- [Available records]
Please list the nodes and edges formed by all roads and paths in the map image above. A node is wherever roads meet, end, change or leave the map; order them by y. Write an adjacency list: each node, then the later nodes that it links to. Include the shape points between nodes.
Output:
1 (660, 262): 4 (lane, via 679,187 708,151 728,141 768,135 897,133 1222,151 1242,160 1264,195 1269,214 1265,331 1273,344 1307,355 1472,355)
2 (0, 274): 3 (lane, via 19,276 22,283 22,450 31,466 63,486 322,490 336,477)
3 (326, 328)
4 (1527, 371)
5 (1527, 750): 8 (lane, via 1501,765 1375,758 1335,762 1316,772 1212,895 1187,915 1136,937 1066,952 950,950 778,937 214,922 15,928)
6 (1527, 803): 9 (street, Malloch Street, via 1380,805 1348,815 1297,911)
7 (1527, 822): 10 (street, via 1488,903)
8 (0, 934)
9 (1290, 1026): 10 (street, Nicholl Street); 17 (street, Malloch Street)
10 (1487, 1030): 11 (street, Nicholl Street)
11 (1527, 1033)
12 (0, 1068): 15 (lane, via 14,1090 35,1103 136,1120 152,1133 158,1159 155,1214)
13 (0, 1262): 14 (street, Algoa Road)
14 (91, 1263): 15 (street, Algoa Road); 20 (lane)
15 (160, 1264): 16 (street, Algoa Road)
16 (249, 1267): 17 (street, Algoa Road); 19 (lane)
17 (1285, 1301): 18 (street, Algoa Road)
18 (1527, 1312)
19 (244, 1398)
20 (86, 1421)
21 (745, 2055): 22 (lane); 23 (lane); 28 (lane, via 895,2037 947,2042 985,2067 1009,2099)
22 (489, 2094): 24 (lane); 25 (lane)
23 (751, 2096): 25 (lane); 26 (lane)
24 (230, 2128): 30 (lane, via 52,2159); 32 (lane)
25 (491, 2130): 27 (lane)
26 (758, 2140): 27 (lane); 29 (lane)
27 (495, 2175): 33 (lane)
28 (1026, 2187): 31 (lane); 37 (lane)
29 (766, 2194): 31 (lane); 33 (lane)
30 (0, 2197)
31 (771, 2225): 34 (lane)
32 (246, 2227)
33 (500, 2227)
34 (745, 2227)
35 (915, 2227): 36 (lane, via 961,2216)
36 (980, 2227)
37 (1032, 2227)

- [What to produce] Copy out all the lines of the records that include "Algoa".

- [Exercise result]
13 (0, 1262): 14 (street, Algoa Road)
14 (91, 1263): 15 (street, Algoa Road); 20 (lane)
15 (160, 1264): 16 (street, Algoa Road)
16 (249, 1267): 17 (street, Algoa Road); 19 (lane)
17 (1285, 1301): 18 (street, Algoa Road)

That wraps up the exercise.